━━ RECORDED DATA

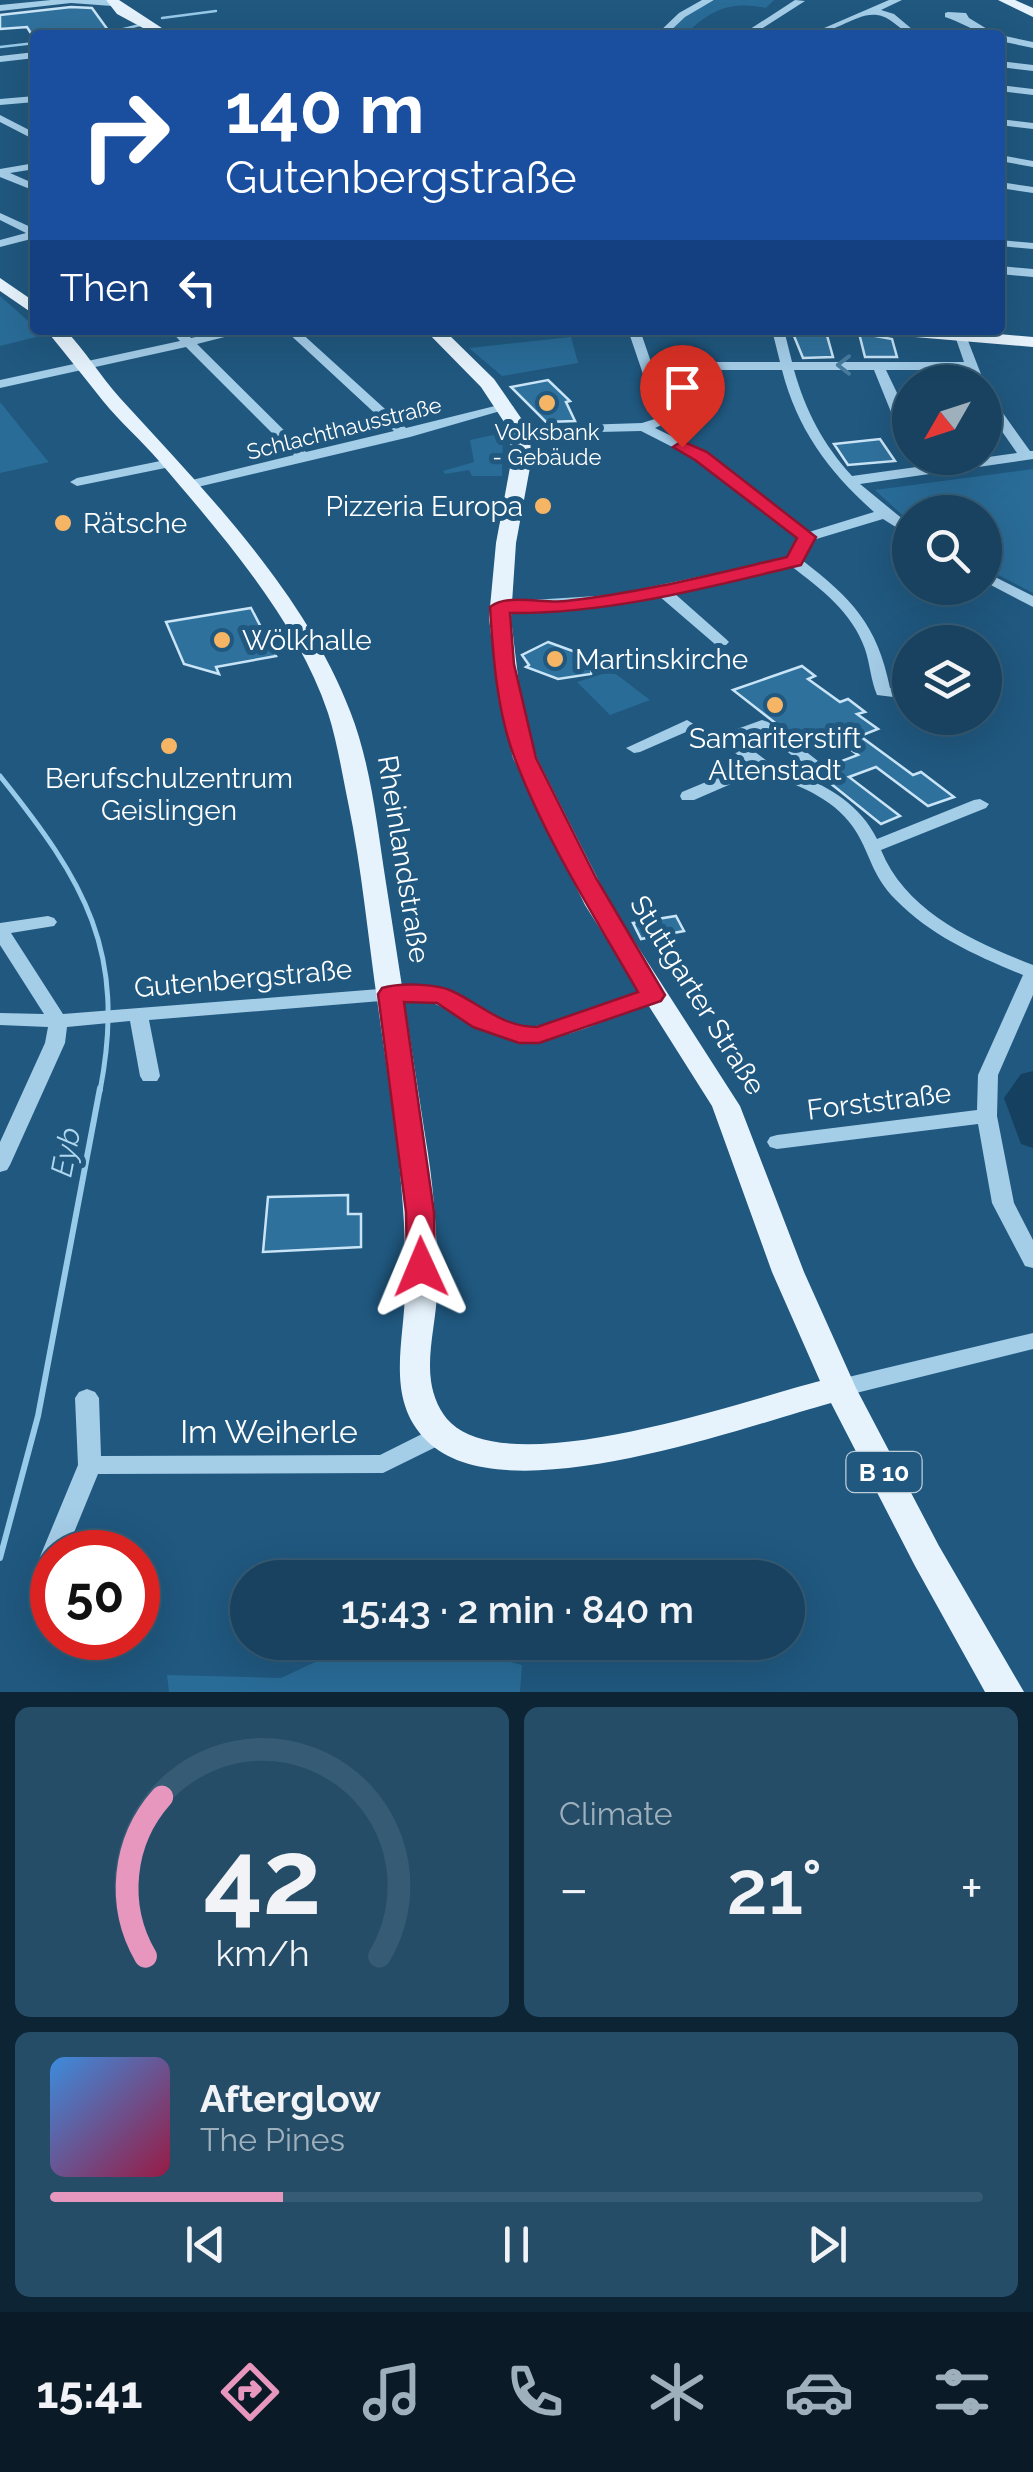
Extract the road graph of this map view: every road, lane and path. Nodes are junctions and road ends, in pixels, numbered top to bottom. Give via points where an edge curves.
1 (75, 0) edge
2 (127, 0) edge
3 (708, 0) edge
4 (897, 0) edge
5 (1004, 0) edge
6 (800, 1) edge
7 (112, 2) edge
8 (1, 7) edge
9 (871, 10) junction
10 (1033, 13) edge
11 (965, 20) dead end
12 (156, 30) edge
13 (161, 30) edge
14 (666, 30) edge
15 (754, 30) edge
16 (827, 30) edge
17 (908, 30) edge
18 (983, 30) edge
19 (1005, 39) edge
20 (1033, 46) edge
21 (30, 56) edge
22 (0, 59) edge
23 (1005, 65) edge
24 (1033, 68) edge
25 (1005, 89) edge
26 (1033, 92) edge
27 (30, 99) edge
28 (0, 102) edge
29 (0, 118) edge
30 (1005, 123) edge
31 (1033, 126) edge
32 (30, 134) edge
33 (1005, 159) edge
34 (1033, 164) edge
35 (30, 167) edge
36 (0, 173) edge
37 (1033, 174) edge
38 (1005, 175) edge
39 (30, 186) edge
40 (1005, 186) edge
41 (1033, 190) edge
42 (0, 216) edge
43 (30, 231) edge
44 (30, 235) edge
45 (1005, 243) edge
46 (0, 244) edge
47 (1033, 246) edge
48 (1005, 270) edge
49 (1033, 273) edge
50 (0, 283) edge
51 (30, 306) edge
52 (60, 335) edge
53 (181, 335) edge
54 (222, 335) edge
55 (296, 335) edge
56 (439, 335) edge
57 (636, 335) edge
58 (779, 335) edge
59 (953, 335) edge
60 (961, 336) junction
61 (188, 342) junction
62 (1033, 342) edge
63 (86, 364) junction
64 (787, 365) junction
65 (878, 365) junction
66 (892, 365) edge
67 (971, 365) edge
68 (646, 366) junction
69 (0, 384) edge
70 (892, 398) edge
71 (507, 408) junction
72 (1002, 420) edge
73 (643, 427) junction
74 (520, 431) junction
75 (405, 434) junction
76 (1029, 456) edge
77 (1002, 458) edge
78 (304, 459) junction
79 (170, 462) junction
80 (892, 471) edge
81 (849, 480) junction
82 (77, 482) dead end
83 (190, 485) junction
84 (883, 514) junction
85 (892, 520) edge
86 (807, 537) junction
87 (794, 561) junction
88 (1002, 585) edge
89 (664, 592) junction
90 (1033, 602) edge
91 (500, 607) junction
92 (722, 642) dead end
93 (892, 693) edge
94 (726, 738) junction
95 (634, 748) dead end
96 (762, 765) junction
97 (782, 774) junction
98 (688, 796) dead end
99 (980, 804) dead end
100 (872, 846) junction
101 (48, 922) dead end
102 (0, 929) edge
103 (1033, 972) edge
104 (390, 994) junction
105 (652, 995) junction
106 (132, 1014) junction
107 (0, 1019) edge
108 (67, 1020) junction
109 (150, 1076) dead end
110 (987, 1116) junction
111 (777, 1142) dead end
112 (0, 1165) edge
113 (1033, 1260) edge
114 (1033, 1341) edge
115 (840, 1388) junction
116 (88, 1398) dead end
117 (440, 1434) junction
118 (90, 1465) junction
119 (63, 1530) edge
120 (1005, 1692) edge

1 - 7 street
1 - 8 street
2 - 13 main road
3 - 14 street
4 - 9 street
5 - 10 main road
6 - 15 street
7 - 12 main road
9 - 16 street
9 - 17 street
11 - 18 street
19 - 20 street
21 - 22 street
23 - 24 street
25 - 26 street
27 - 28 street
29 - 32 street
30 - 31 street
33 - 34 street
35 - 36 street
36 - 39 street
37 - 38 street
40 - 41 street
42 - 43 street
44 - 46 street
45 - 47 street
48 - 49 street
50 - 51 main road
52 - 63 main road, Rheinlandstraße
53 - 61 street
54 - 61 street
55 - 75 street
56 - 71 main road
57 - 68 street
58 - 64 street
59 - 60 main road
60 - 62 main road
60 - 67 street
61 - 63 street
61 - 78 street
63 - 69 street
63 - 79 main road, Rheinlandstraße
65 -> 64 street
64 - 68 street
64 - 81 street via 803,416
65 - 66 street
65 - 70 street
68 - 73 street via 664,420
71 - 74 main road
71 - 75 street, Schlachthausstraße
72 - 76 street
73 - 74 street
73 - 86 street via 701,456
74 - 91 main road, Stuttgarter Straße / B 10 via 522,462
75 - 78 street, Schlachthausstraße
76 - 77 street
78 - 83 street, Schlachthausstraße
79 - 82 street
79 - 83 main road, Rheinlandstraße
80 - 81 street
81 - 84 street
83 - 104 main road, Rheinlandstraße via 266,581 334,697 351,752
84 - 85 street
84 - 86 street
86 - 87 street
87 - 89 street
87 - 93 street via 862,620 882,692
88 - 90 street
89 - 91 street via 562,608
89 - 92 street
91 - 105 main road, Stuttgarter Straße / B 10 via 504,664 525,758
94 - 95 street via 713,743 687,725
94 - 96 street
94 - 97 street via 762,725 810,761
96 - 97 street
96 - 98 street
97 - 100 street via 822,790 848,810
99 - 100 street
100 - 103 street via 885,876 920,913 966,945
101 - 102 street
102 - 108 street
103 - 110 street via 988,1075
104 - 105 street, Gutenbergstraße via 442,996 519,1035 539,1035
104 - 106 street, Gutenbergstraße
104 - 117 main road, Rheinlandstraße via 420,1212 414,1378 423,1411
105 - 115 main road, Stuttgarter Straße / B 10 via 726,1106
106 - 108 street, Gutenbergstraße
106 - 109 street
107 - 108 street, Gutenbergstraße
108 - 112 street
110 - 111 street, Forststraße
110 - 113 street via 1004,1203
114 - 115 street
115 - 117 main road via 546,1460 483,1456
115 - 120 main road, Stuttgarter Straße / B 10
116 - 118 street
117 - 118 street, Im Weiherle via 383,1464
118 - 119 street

━━━━

PROBLEM DESCRIPTION - This exercise needs every line of the listing that contains the word "Gutenbergstraße".

TASK SOLUTION -
104 - 105 street, Gutenbergstraße via 442,996 519,1035 539,1035
104 - 106 street, Gutenbergstraße
106 - 108 street, Gutenbergstraße
107 - 108 street, Gutenbergstraße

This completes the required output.